The Cadillac V-12 was renamed the Series 80 and 85 in 1936. The Series 80 and 85 featured a 131-inch and 138-inch wheelbase respectively. All V-12s were then Fleetwood bodied and had Turret Tops. A total of 901 V-12s were sold in 1936.

In 1937 the Series 80 was dropped leaving only the long wheelbase Series 85. The only significant mechanical changes were the adoption of an oil-bath air cleaner and a pressure radiator cap. Sales were only 478. The Series 85 was discontinued at the end of 1937.

== Later developments ==
As part of the General Motors V-Future program, Cadillac had an overhead cam V-12 slated for production in the late 1960s. The program led to a fiberglass mockup of a V-12 powered Eldorado coupe that remained hidden from public view until an article appeared in Special Interest Autos in 1984.
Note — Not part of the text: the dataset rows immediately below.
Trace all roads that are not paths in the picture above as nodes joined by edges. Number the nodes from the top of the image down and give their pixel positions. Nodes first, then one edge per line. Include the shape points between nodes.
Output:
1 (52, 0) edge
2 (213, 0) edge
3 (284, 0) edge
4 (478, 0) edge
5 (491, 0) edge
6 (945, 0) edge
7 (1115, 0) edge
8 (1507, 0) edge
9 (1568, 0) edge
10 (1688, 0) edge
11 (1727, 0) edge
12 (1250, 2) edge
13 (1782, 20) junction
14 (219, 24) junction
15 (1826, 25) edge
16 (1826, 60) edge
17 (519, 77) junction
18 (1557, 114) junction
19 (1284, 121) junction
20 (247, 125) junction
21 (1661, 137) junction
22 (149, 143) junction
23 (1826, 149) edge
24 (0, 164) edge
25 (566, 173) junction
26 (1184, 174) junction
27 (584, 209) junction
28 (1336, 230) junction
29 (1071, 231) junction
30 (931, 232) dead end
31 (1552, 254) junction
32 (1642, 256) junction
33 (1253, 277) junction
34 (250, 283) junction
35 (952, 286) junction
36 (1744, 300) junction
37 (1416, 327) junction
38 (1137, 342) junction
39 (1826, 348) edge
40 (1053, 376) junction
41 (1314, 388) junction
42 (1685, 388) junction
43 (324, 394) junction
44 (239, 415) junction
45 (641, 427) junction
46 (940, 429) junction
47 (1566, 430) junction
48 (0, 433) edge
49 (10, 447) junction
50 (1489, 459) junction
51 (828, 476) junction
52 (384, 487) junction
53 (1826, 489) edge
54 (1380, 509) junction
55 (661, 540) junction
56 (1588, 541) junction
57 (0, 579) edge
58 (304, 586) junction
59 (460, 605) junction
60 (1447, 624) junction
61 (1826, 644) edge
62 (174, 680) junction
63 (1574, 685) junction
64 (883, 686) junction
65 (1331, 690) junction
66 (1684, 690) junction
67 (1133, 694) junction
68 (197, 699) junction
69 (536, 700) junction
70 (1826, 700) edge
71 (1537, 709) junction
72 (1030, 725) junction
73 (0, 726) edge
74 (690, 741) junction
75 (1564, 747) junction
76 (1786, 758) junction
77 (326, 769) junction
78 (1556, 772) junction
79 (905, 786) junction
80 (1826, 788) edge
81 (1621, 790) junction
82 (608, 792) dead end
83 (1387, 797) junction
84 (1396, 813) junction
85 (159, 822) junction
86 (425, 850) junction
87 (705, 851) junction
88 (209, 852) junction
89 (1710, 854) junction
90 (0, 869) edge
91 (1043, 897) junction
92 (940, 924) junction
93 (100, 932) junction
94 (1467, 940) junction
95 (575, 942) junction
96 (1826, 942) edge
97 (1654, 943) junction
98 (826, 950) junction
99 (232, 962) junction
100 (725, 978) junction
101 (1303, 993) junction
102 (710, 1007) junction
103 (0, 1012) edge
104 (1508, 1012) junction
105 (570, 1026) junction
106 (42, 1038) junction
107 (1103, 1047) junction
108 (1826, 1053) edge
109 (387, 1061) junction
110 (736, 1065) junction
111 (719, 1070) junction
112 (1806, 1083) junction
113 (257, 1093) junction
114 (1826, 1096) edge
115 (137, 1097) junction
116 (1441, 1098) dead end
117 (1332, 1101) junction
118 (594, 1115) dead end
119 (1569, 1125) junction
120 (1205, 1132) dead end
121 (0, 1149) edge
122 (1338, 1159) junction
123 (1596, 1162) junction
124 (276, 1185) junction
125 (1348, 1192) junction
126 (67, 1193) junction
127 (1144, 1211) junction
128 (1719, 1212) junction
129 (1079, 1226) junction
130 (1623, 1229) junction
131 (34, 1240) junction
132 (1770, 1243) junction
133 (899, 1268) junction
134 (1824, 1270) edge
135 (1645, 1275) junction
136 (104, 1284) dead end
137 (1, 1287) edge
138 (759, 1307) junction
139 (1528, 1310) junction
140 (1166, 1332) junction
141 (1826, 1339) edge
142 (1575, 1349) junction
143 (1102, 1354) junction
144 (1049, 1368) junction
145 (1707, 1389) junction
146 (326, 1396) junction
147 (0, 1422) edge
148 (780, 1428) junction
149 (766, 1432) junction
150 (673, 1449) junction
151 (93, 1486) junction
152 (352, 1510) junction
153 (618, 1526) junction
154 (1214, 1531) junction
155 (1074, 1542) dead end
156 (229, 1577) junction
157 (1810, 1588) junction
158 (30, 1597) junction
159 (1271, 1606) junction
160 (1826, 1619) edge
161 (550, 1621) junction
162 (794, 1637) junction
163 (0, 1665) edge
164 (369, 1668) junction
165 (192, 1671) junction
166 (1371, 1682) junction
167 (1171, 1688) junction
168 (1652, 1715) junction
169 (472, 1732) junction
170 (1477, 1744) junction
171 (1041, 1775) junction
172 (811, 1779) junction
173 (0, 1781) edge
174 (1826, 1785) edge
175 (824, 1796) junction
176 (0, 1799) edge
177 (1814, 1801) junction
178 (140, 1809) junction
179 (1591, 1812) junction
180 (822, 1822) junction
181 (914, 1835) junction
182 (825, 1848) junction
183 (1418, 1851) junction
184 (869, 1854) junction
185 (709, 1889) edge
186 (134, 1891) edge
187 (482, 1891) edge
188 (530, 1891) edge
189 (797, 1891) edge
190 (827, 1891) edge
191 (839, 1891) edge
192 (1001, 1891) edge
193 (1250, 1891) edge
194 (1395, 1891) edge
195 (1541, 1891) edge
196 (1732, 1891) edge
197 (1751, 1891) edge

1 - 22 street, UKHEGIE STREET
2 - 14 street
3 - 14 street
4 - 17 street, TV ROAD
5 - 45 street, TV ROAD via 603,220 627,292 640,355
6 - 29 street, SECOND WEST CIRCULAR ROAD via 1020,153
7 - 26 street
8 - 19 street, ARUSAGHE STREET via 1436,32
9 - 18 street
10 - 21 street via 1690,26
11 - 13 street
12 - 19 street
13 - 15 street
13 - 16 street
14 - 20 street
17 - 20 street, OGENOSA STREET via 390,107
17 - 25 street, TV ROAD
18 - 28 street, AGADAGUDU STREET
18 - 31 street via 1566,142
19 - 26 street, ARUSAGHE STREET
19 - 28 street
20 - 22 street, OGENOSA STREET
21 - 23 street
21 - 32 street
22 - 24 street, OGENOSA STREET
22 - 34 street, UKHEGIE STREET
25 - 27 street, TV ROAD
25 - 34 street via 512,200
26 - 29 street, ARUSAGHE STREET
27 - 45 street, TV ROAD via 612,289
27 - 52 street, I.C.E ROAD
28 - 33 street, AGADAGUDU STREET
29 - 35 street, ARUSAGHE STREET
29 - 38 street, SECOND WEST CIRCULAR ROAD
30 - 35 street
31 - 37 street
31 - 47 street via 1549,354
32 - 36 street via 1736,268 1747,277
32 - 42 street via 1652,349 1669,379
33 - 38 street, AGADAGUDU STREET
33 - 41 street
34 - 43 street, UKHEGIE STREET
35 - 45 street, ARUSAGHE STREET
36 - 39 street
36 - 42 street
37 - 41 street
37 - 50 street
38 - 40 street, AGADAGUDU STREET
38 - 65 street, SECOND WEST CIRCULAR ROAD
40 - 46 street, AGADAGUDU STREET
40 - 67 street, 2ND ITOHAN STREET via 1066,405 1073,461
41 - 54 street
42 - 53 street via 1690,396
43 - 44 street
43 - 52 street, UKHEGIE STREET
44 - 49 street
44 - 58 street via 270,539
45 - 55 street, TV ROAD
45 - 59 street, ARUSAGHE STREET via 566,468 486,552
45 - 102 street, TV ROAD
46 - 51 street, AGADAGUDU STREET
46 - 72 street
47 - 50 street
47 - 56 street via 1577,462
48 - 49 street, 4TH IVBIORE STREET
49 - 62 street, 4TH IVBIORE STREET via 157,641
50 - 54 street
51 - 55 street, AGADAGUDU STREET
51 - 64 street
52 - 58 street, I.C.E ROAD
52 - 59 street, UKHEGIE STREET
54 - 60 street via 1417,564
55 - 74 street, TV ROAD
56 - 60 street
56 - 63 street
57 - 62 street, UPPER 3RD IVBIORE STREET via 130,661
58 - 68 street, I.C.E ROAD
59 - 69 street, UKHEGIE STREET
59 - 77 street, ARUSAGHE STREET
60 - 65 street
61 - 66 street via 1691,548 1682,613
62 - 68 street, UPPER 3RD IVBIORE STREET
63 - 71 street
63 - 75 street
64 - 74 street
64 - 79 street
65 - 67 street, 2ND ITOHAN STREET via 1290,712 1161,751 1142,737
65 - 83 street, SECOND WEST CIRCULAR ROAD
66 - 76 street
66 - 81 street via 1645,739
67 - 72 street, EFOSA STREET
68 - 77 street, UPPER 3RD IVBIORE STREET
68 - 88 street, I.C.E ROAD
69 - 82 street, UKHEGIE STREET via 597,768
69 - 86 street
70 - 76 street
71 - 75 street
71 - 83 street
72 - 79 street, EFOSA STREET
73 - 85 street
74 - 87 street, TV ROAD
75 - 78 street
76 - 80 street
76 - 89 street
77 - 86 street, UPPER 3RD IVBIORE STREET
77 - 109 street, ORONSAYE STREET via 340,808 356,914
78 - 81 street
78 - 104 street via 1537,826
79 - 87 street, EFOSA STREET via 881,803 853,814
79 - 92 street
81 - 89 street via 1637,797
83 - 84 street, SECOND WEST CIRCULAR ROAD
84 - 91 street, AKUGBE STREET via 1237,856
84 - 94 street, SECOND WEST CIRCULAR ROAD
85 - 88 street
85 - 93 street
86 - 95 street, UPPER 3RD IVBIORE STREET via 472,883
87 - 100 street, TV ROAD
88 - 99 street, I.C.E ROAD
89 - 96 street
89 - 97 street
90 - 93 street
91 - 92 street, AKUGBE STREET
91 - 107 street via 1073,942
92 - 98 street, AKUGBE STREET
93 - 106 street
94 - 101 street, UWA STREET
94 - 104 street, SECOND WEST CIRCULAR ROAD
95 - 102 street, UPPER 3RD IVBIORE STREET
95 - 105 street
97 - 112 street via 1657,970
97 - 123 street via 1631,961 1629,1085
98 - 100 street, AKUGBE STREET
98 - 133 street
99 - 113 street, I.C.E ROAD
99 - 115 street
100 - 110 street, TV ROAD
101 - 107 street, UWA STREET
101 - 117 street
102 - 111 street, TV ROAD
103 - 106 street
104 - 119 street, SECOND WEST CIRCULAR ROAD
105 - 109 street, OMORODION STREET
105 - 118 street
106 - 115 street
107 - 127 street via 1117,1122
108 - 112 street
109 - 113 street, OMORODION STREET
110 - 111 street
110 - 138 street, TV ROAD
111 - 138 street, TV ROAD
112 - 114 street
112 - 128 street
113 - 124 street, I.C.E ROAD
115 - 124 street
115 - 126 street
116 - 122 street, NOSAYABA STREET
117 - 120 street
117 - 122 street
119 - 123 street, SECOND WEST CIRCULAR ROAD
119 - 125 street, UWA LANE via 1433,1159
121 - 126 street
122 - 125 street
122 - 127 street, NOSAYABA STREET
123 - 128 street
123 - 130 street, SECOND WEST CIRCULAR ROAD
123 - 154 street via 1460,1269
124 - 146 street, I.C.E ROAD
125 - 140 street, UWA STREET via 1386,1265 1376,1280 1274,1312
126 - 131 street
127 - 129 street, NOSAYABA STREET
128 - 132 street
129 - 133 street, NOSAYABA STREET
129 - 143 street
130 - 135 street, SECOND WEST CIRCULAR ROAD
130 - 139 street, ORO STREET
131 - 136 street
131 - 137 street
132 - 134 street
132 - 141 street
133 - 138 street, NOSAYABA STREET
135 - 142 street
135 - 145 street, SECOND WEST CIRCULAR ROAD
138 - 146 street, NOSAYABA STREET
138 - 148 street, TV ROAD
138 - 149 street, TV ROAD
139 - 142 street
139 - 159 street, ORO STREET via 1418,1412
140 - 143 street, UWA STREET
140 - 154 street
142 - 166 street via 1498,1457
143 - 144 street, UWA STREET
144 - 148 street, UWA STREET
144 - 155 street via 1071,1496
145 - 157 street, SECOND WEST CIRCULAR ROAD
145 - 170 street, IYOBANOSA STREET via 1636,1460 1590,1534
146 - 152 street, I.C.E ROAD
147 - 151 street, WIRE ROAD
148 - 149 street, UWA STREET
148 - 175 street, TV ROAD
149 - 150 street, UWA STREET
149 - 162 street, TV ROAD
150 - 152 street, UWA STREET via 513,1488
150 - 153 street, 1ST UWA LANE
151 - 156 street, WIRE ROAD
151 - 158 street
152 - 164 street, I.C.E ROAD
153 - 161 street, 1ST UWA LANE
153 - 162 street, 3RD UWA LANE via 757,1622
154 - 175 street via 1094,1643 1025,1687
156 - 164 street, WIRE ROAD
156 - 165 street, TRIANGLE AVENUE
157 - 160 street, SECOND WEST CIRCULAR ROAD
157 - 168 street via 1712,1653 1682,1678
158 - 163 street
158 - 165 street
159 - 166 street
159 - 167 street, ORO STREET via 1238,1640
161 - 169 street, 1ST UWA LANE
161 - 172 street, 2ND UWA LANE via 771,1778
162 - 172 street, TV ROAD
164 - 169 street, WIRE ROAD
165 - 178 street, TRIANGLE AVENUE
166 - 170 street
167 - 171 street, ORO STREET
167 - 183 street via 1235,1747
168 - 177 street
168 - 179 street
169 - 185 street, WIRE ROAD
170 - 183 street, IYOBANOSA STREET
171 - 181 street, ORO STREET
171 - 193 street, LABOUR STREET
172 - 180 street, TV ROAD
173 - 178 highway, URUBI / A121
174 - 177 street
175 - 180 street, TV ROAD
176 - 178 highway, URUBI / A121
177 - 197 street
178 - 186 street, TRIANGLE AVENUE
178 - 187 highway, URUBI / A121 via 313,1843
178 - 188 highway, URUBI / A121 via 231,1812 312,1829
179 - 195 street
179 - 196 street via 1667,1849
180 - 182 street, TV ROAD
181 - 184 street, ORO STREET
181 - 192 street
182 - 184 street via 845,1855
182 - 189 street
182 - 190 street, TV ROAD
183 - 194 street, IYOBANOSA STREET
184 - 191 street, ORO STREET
Reports of new V-12 developments reappeared in the late 1980s. Cadillac showed the fully working Cadillac Solitaire concept in 1989, equipped with a Lotus-designed 6.6 liter DOHC 48-valve V-12 with multiport fuel injection.

A Northstar-based V-12 was featured in the Cadillac Cien concept car of 2001, and tested by Cadillac engineers as an engine for a Cadillac Escalade with somewhat improved performance. An AutoWeek report in 2007 claimed a V-12 in the design phase was to be based on the High Feature V6.

The Cadillac Sixteen concept utilized an all-aluminium pushrod V-16 engine based on the same architecture as GM's then-current small-block V-8 developments. A production version with a base V-8 and the option of the V-12 engine was planned, but was never approved for production and was ultimately shelved around 2008.